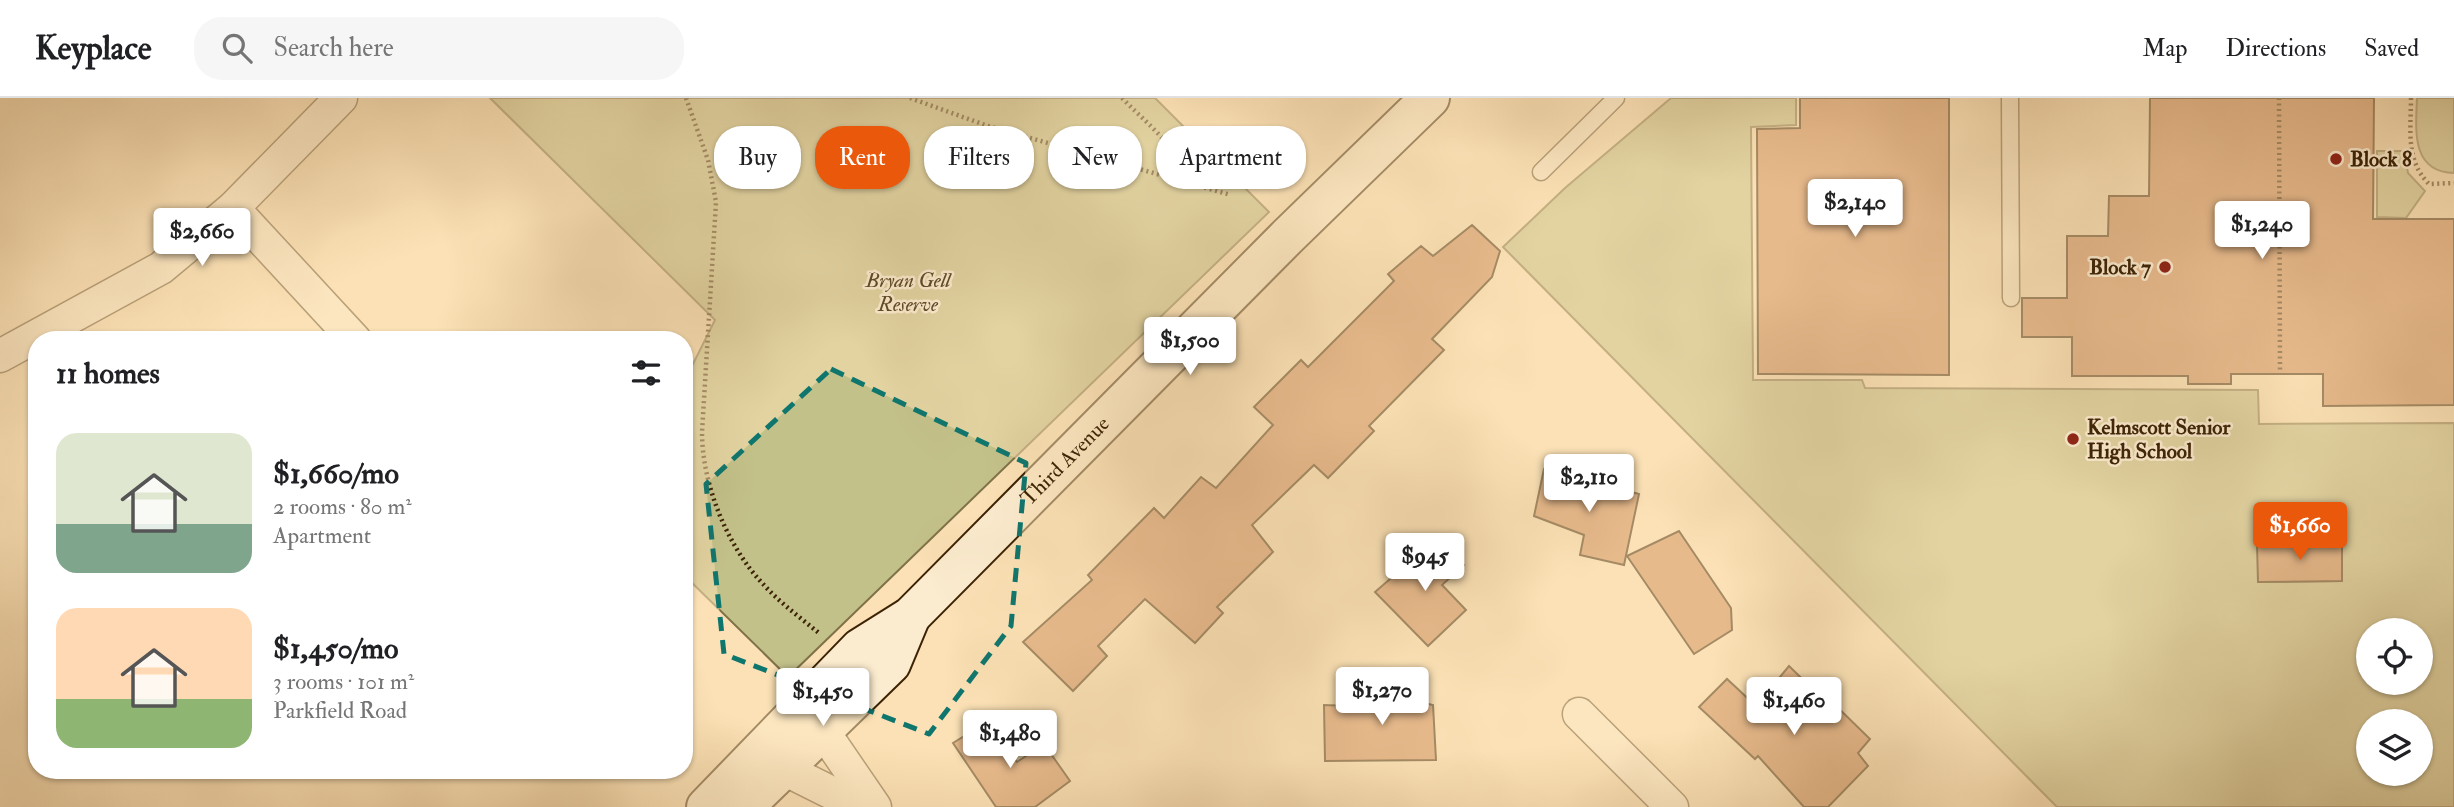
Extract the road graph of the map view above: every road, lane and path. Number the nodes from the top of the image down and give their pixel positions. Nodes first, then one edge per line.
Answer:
1 (341, 98) edge
2 (686, 98) edge
3 (910, 98) edge
4 (1122, 98) edge
5 (1430, 98) edge
6 (1616, 98) edge
7 (2010, 98) edge
8 (2279, 98) edge
9 (2411, 98) edge
10 (1156, 134) edge
11 (1541, 172) dead end
12 (1156, 173) edge
13 (2454, 183) edge
14 (1211, 189) edge
15 (1231, 195) dead end
16 (233, 208) junction
17 (2011, 298) dead end
18 (46, 331) edge
19 (347, 331) edge
20 (28, 341) edge
21 (0, 356) edge
22 (2280, 370) dead end
23 (823, 636) dead end
24 (1579, 714) dead end
25 (811, 721) junction
26 (774, 758) junction
27 (706, 807) edge
28 (744, 807) edge
29 (860, 807) edge
30 (875, 807) edge
31 (1672, 807) edge

1 - 16 street
2 - 23 path
3 - 12 path
4 - 10 path
5 - 25 main road, Third Avenue
6 - 11 lane
7 - 17 lane
8 - 22 path
9 - 13 path
14 - 15 path
16 - 18 street
16 - 19 street
20 - 21 street
24 - 31 street
25 - 26 main road, Third Avenue
25 - 30 street
26 - 27 main road, Third Avenue
26 - 28 main road, Third Avenue
26 - 29 street

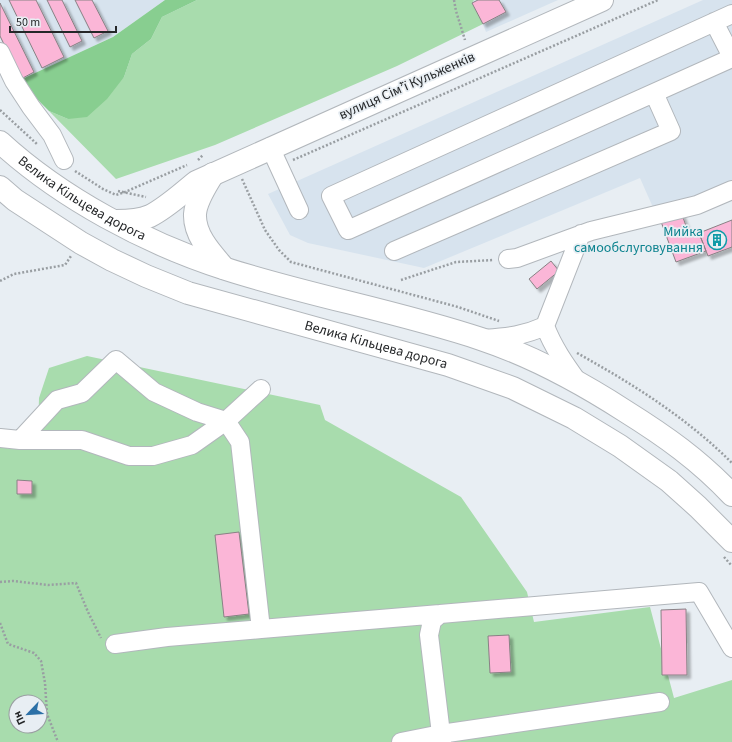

|---|

Exercise directions: All records above are to be output verbatim, with their pictures omitted.

Solution:
Extract the road graph of the map view above: every road, lane and path. Number the nodes from the top of the image down and give their pixel positions. Nodes first, then one edge per line.
Answer:
1 (341, 98) edge
2 (686, 98) edge
3 (910, 98) edge
4 (1122, 98) edge
5 (1430, 98) edge
6 (1616, 98) edge
7 (2010, 98) edge
8 (2279, 98) edge
9 (2411, 98) edge
10 (1156, 134) edge
11 (1541, 172) dead end
12 (1156, 173) edge
13 (2454, 183) edge
14 (1211, 189) edge
15 (1231, 195) dead end
16 (233, 208) junction
17 (2011, 298) dead end
18 (46, 331) edge
19 (347, 331) edge
20 (28, 341) edge
21 (0, 356) edge
22 (2280, 370) dead end
23 (823, 636) dead end
24 (1579, 714) dead end
25 (811, 721) junction
26 (774, 758) junction
27 (706, 807) edge
28 (744, 807) edge
29 (860, 807) edge
30 (875, 807) edge
31 (1672, 807) edge

1 - 16 street
2 - 23 path
3 - 12 path
4 - 10 path
5 - 25 main road, Third Avenue
6 - 11 lane
7 - 17 lane
8 - 22 path
9 - 13 path
14 - 15 path
16 - 18 street
16 - 19 street
20 - 21 street
24 - 31 street
25 - 26 main road, Third Avenue
25 - 30 street
26 - 27 main road, Third Avenue
26 - 28 main road, Third Avenue
26 - 29 street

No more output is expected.